Government shutdown having impact in Greene County

As the federal government shutdown enters its second month while Congress and President Trump continue to debate over security on the nation’s southern border, some of the shutdown’s effects are being felt within Greene County.
One of the most telling effects of the shutdown is at Wilson’s Creek National Battlefield near Republic. The federal park’s visitor center and nearby historical museum are currently closed during the shutdown, but visitors can still access the park trails on foot. Tokens that allow visitors to drive their vehicles into the park grounds are sold in the visitor center, so they cannot be purchased while the shutdown continues. It’s unclear if visitors with an annual pass can take their vehicles into the trails.
Another effect of the shutdown is that some local federal government workers are currently not being paid, which can create a ripple effect on the economy. Nationwide, about 800,000 federal employees are currently not being paid while the shutdown continues. Of those, 420,000 are deemed “essential” and are required to work without pay; the rest are furloughed.
A number of federal agencies have headquarters in Springfield, including the Federal Bureau of Investigation, the United States Marshals Service, the Secret Service, and the Census Bureau. The Medical Center for Federal Prisoners is also located in Springfield. Federal law enforcement and corrections officers are among those currently working for no pay.
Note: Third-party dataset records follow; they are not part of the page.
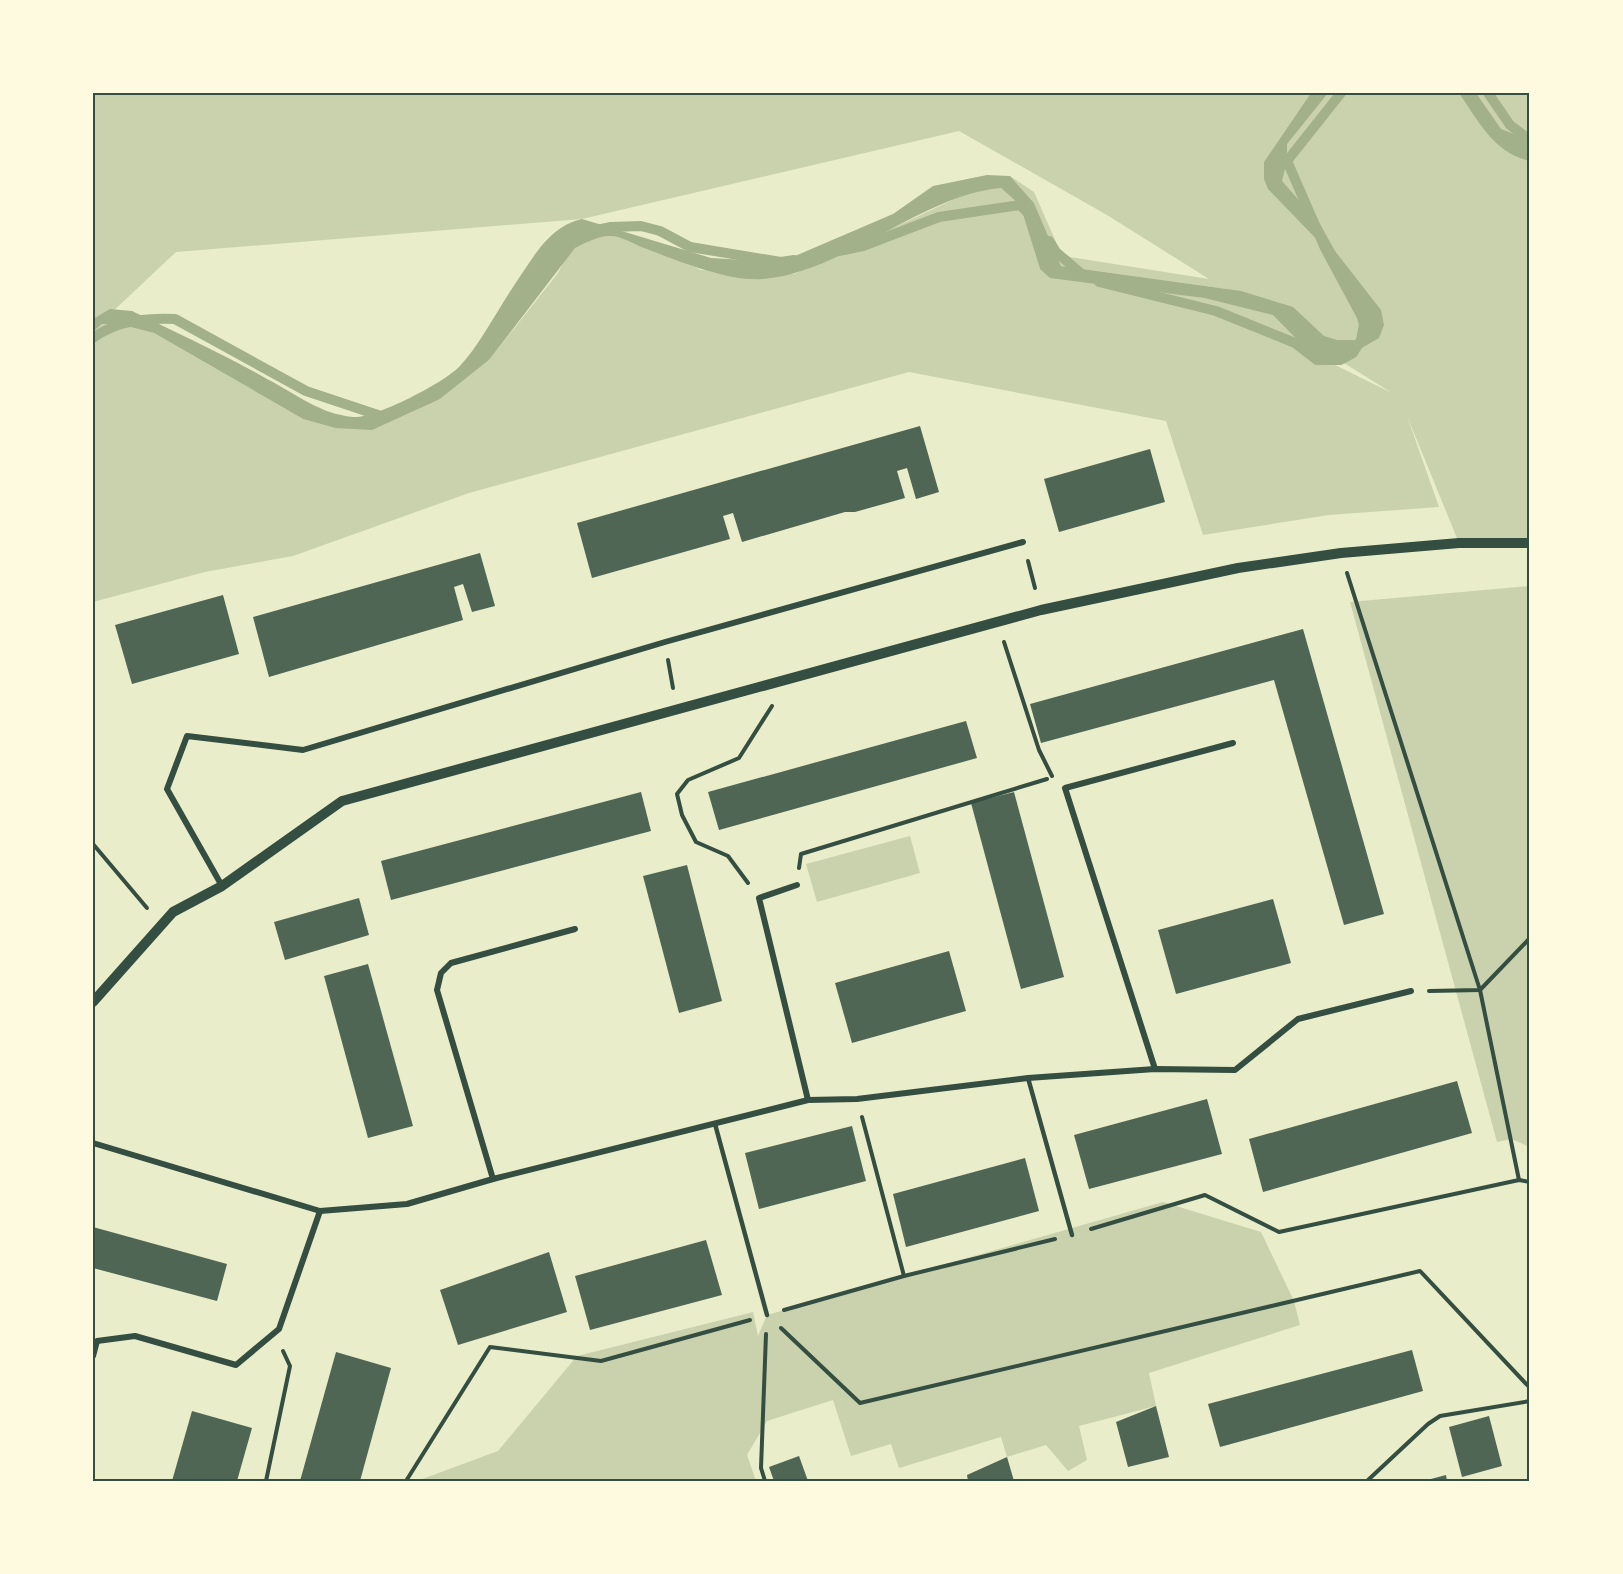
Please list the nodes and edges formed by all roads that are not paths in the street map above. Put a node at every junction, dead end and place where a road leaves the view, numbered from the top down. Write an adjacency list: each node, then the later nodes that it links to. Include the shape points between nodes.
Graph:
1 (1023, 542): 5 (street, via 664,642 303,750 187,736 166,789)
2 (1530, 543): 5 (street, via 1459,543 1341,553 1238,568 998,621 342,801)
3 (1233, 742): 9 (street, via 1065,788)
4 (797, 885): 11 (street, via 759,897)
5 (222, 886): 8 (street, via 173,912)
6 (575, 929): 14 (street, via 451,963 441,973 437,990)
7 (1411, 992): 9 (street, via 1298,1019 1235,1070)
8 (93, 1002)
9 (1155, 1069): 10 (street)
10 (1028, 1078): 11 (street, via 857,1099); 16 (lane)
11 (808, 1100): 12 (street)
12 (715, 1124): 14 (street); 17 (lane)
13 (93, 1143): 15 (street)
14 (493, 1179): 15 (street, via 407,1204)
15 (320, 1211): 18 (street, via 279,1329 236,1365 135,1336 97,1341)
16 (1072, 1235)
17 (767, 1315)
18 (93, 1356)

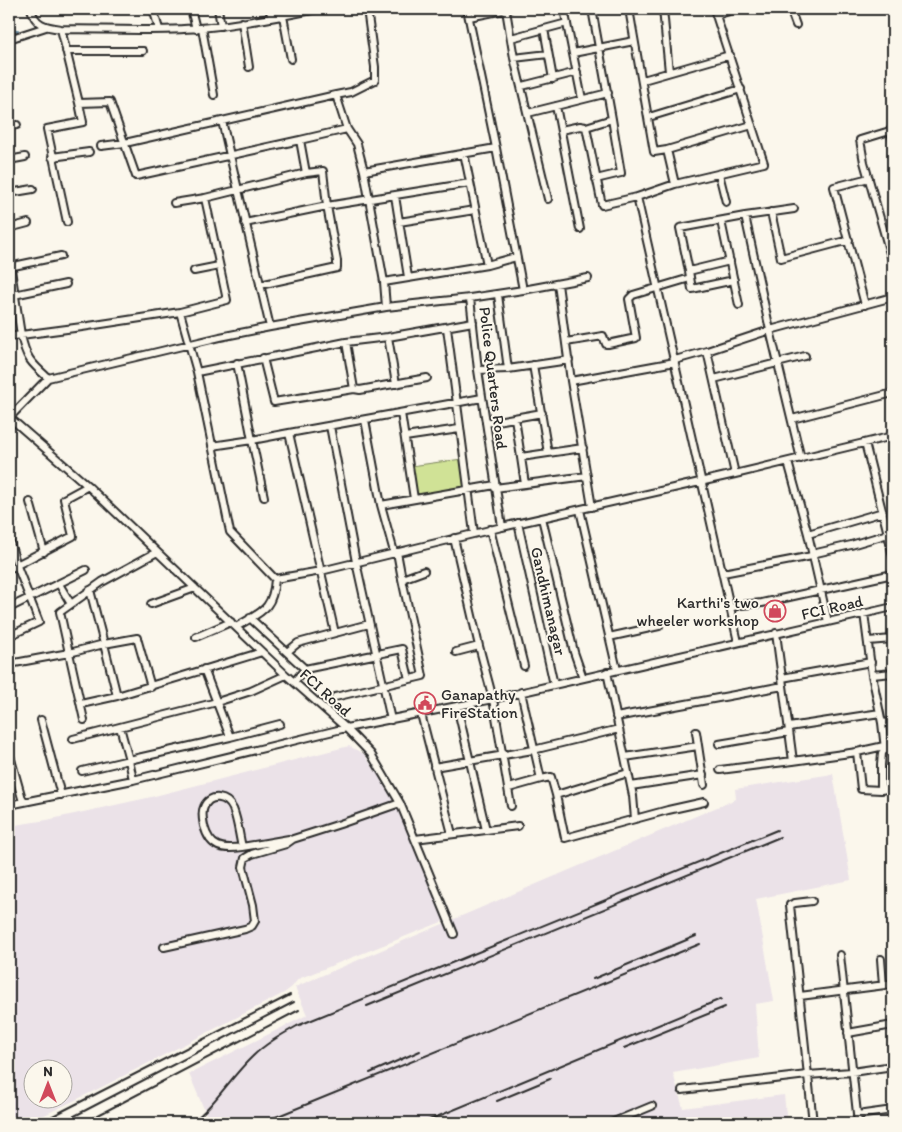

Not all federal employees are going without a paycheck, however. The United States Postal Service, for example, gets its funding from postage paid by customers for deliveries, so the shutdown has no effect on it. The postal service’s operations continue as normal, and their employees are being paid.
Other government department employees are also being paid during the shutdown.
According to the Newsweek article “Trump Government Shutdown 2018,” about 75-percent of government office had their funding allocated by Congress prior to the shutdown, and President Trump signed legislation for about $900 billion of the $1.2 trillion of operating expenses for the federal government.
Among the agencies still running and paying their employees is the USDA National Resources Conservation Service (NRSC). Charlie Rahm, a public affairs officer with the NRSC in Columbia said, “All of the regional conservation offices are open and conducting business as usual, as far as our customers are concerned.” He added, “Our employees are working, and we are getting paid.”
The effects of the shutdown in Greene County may become more telling if the impasse between the president and Congress continues. In education, the biggest concern, according to an article by Education Week, is the National School Lunch Program. Currently, the USDA, which provides free and reduced-price lunches to low-income children, has enough funds to provide reimbursements for the program through March. The USDA also has enough funds to keep the Supplemental Nutrition Assistance Program and Women, Infants and Children running through February. If the shutdown persists past then, Greene County residents who rely on these services may see their assistance disrupted.
County residents who are receiving Social Security, Medicaid and/or Medicare, on the other hand, will continue to receive their payments, as these programs are considered mandatory spending and are not affected by the budget impasse.